Task item = Find the line containing "ring pip: (779, 920)" in the entries below. Reproduce that line and each one after it to the end, exactly, with no other lines.

Excerpts from a dataset =
_ _ _ _ _ _ _

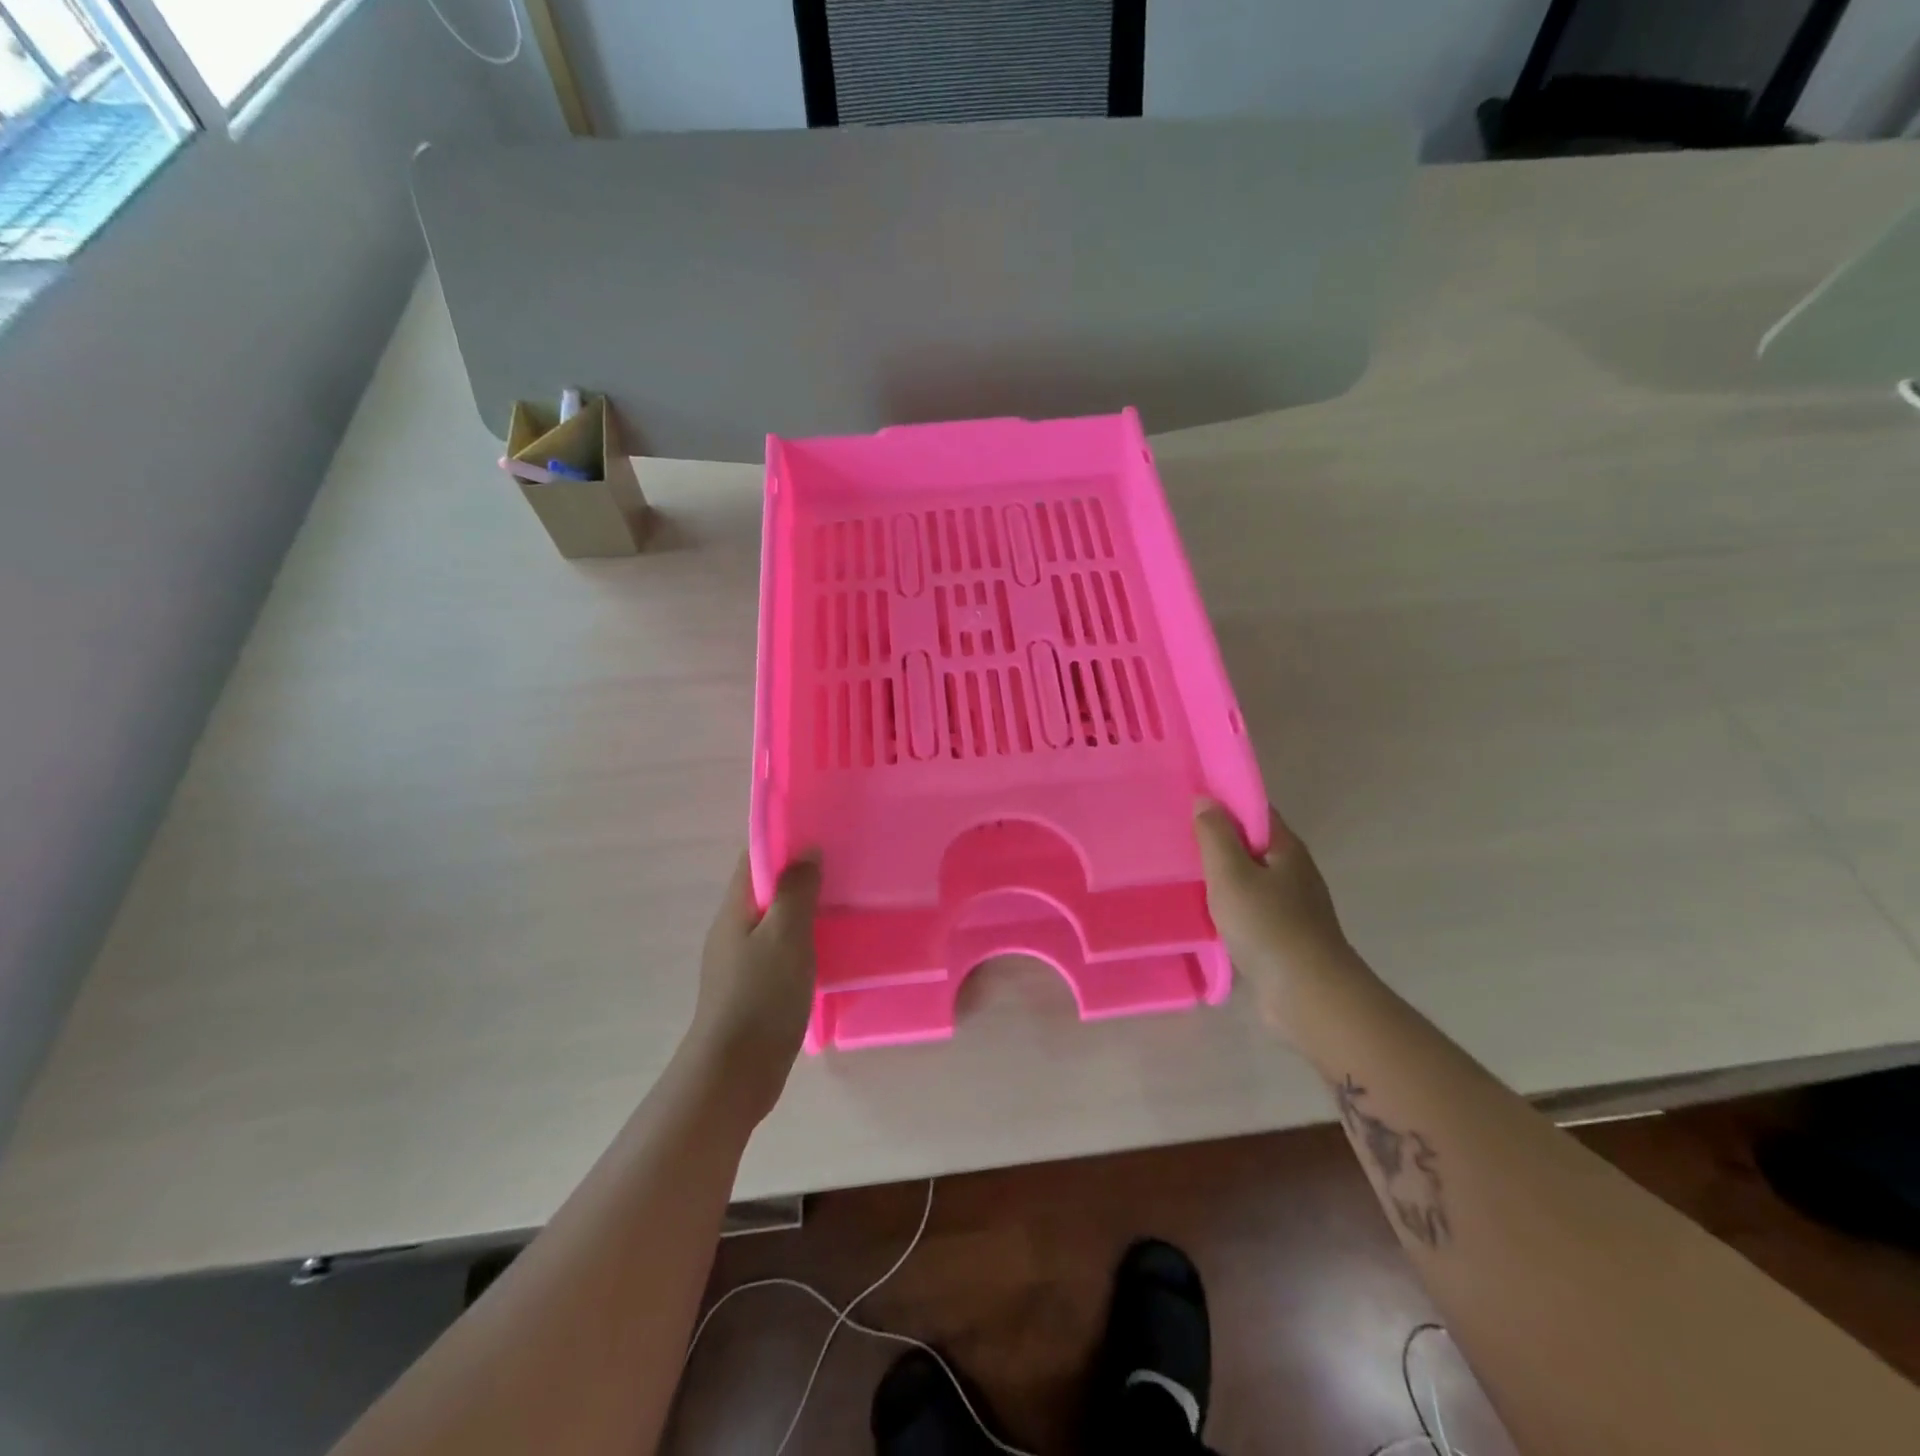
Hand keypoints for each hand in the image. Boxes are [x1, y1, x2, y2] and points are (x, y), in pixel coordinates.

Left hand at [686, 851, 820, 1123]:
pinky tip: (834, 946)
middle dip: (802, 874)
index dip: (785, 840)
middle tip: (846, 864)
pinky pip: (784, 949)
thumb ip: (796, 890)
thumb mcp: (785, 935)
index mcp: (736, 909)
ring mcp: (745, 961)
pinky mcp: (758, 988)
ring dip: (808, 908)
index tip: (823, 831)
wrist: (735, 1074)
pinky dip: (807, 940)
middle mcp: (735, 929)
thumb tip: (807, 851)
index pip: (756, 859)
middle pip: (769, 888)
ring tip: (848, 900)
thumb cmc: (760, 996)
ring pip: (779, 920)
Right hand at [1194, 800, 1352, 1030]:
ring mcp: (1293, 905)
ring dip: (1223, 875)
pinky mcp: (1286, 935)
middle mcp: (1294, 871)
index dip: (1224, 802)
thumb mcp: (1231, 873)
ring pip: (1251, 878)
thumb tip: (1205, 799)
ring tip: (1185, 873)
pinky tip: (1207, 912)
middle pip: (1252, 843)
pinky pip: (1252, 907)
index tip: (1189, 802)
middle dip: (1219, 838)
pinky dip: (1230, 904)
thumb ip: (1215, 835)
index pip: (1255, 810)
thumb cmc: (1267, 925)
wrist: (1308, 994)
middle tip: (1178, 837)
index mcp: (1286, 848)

_ _ _ _ _ _ _

Problem solution =
ring pip: (779, 920)
Right hand at [1194, 800, 1352, 1030]:
ring mcp: (1293, 905)
ring dip: (1223, 875)
pinky mcp: (1286, 935)
middle mcp: (1294, 871)
index dip: (1224, 802)
thumb mcp: (1231, 873)
ring pip: (1251, 878)
thumb tip: (1205, 799)
ring tip: (1185, 873)
pinky tip: (1207, 912)
middle pip: (1252, 843)
pinky pip: (1252, 907)
index tip: (1189, 802)
middle dip: (1219, 838)
pinky dip: (1230, 904)
thumb ip: (1215, 835)
index pip: (1255, 810)
thumb cmc: (1267, 925)
wrist: (1308, 994)
middle tip: (1178, 837)
index mcp: (1286, 848)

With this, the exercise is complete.